TTL is a freshness hint, not a guarantee. Servers MAY change the underlying data before the TTL expires. The TTL tells the client how long it can reasonably avoid re-fetching, not how long the data is guaranteed to remain unchanged.

Freshness Calculation

A client records the local time at which the response was received (t_received). The response is considered fresh while:
now < t_received + ttlMs
Once the TTL expires, the response is stale and the client SHOULD re-fetch on next access. Clients SHOULD NOT treat TTL as a polling interval that triggers automatic background refetches. The TTL is a freshness hint: the client checks freshness when it needs the data, and re-fetches only if stale. Implementations that do choose to poll MUST apply jitter and backoff. Clients MAY re-fetch before the TTL expires if they have reason to believe the data has changed (e.g., receiving an unexpected error on a tool call indicating the method was not found or the parameters were invalid). Clients MAY serve stale responses if errors occur during re-fetching (e.g., network issues, server downtime).

Cache Scope Field

The cacheScope field controls who may cache a response, analogous to HTTP Cache-Control: public vs Cache-Control: private.
ValueMeaning
"public"The response does not contain user-specific data. Any client, shared gateway, or caching proxy MAY store and serve the cached response to any user.
"private"The response contains private data that is not meant to be shared between callers. Cached responses MAY be reused for the same authorization context. Caches MUST NOT be shared across authorization contexts (e.g. a different access token requires a different cache).

Choosing a Cache Scope

  • "public" is appropriate for lists of tools, prompts, and resource templates when they are identical for all users.
  • "private" is appropriate for resources/read results that depend on the authenticated user, or for filtered list results that vary per user.
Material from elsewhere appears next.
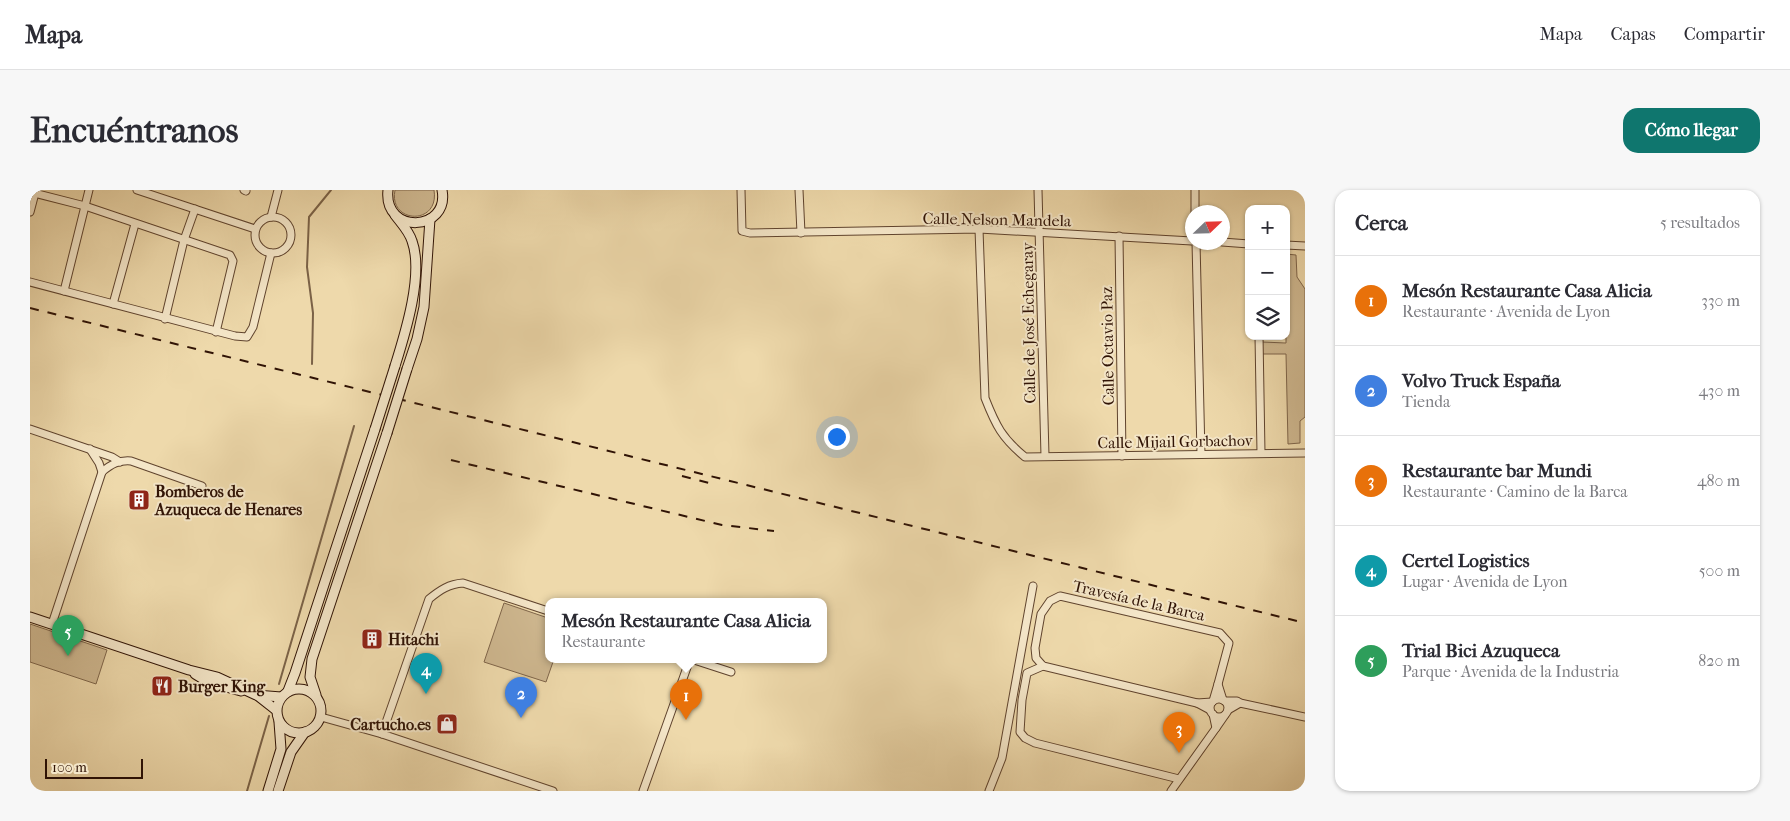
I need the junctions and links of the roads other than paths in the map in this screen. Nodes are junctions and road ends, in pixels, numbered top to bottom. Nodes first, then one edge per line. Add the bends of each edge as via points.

Interaction with Notifications

TTL and server-push notifications are complementary:
  • A server MAY provide ttlMs without advertising listChanged: true in its capabilities. In this case, the client relies entirely on TTL-based freshness.
  • A server MAY advertise listChanged: true and provide ttlMs. In this case, the client can use the TTL to avoid unnecessary refetches between notifications, and the notification acts as an immediate invalidation signal.
When a relevant notification is received while a cached response is still fresh, the notification invalidates the cached response and it should be considered immediately stale.
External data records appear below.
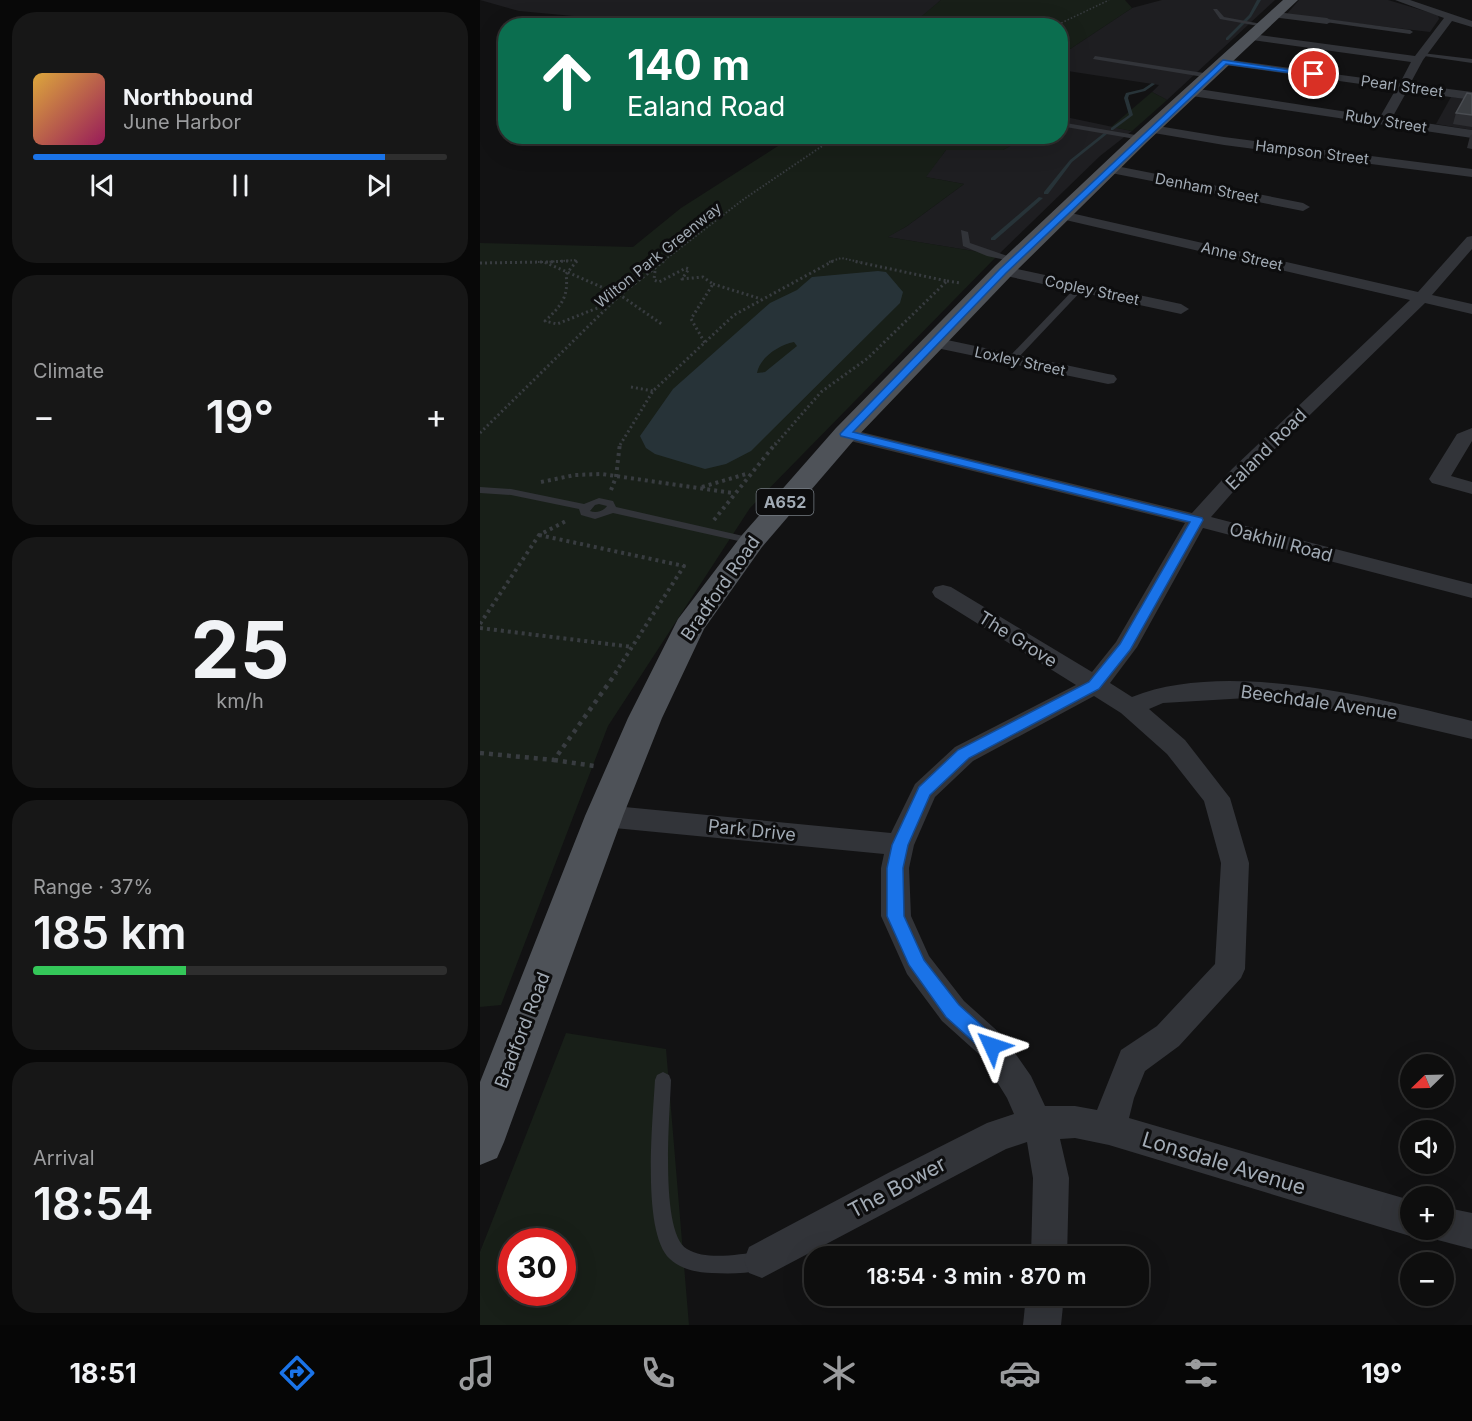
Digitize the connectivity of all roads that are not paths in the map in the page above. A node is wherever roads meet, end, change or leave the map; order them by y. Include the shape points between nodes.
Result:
1 (1400, 0) edge
2 (1215, 10) dead end
3 (1450, 16) junction
4 (1262, 20) edge
5 (1327, 21) joint
6 (1472, 24) edge
7 (1410, 32) dead end
8 (1323, 34) dead end
9 (1311, 45) junction
10 (1421, 57) junction
11 (1095, 58) dead end
12 (1472, 60) edge
13 (1209, 76) junction
14 (1402, 87) junction
15 (1472, 96) edge
16 (1068, 120) edge
17 (1384, 121) junction
18 (1068, 125) edge
19 (1094, 130) junction
20 (1146, 134) junction
21 (1472, 134) edge
22 (1111, 169) junction
23 (1472, 173) edge
24 (1302, 207) dead end
25 (1062, 215) junction
26 (964, 232) dead end
27 (1472, 240) edge
28 (1009, 265) junction
29 (1081, 287) junction
30 (1422, 297) junction
31 (1181, 309) dead end
32 (1472, 309) edge
33 (933, 342) junction
34 (1012, 359) junction
35 (1107, 379) dead end
36 (845, 434) junction
37 (1472, 434) edge
38 (1472, 488) edge
39 (480, 490) edge
40 (1197, 520) junction
41 (752, 540) junction
42 (1472, 591) edge
43 (943, 592) dead end
44 (1094, 686) junction
45 (1130, 707) junction
46 (1472, 730) edge
47 (604, 816) junction
48 (900, 845) junction
49 (663, 1080) dead end
50 (489, 1089) edge
51 (1036, 1123) junction
52 (1109, 1129) junction
53 (480, 1142) edge
54 (1400, 1216) edge
55 (1454, 1227) edge
56 (1472, 1231) edge
57 (1048, 1246) edge
58 (762, 1260) joint
59 (1044, 1306) edge
60 (1042, 1325) edge

1 - 3 street
2 - 4 lane via 1222,18
3 - 6 street
3 - 10 street
4 - 5 street
4 - 9 street
4 - 13 main road, Bradford Road / A652
5 - 7 lane
8 - 9 street
9 - 10 street
10 - 12 lane
10 - 14 street
11 - 13 lane
13 - 14 street, Pearl Street
13 - 17 street, Ruby Street
13 - 20 main road, Bradford Road / A652
14 - 15 street, Pearl Street
14 - 17 street
16 - 19 lane
17 - 21 street, Ruby Street
18 - 19 lane
19 - 20 lane
20 - 22 main road, Bradford Road / A652
20 - 23 street, Hampson Street
22 - 24 street, Denham Street
22 - 25 main road, Bradford Road / A652
25 - 28 main road, Bradford Road / A652
25 - 30 street, Anne Street
26 - 28 lane via 966,244
27 - 30 street, Ealand Road
28 - 29 street, Copley Street
28 - 33 main road, Bradford Road / A652
29 - 31 street, Copley Street
29 - 34 lane
30 - 32 street, Anne Street
30 - 40 street, Ealand Road via 1239,473
33 - 34 street, Loxley Street
33 - 36 main road, Bradford Road / A652
34 - 35 street, Loxley Street
36 - 40 street, Oakhill Road
36 - 41 main road, Bradford Road / A652
37 - 38 street via 1464,438 1439,479
39 - 41 lane via 511,492 585,509 595,502 706,532
40 - 42 street, Oakhill Road
40 - 44 street, Ealand Road via 1125,647
41 - 47 main road, Bradford Road / A652 via 689,626
43 - 44 street, The Grove
44 - 45 street, The Grove
44 - 48 street via 963,754 924,791
45 - 46 street, Beechdale Avenue via 1160,694 1247,689 1365,705
45 - 52 street, The Grove via 1176,747 1217,798 1235,863 1231,957 1230,969 1168,1036 1133,1061
47 - 48 street, Park Drive
47 - 50 main road, Bradford Road / A652
48 - 51 street via 895,868 896,916 918,965 953,1011 992,1046 1019,1087
49 - 58 lane via 661,1199 669,1246 696,1262
50 - 53 main road, Bradford Road / A652
51 - 52 street, Lonsdale Avenue via 1075,1122
51 - 57 street via 1046,1147 1051,1178
51 - 58 street, The Bower via 999,1135
52 - 54 street, Lonsdale Avenue
55 - 56 street
59 - 60 street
Interaction with Pagination

When a list result is paginated, each page is an independently cacheable response—consistent with how HTTP Cache-Control treats paginated resources.
  • Each page response carries its own ttlMs value. The freshness clock for each page starts at the time that page was received.
  • Servers MAY return different ttlMs values on different pages (e.g., a longer TTL for early pages of a stable list, a shorter TTL for the final page).
  • When a cached page expires, the client SHOULD re-fetch that page using its cursor.
  • There is no cross-page consistency guarantee. If the underlying data changes between page fetches, clients may observe duplicates or gaps.
  • Clients that require a consistent snapshot of the full list SHOULD re-fetch from the beginning (without a cursor).
  • If a cursor becomes invalid (e.g., the server returns an error for a previously valid cursor), the client SHOULD discard all cached pages and re-fetch from the beginning.

Security Considerations

A cacheScope of "public" indicates that the response does not contain user-specific data and can be safely shared. Servers MUST be aware that responses with a "public" cacheScope may be shared between callers even if the Result is coming from an authenticated endpoint. For example, the Result from an authenticated tools/list call with a "public" cacheScope may be cached by a client and may be shared outside of the initial requests authorization context. (i.e. different access tokens can leverage the same cache). Server implementors:
  • should ensure that the cacheScope correctly reflects the intended visibility of the primitive.
  • MUST apply appropriate per-primitive access controls, and MUST NOT rely on cacheScope alone to prevent unauthorized access to primitives.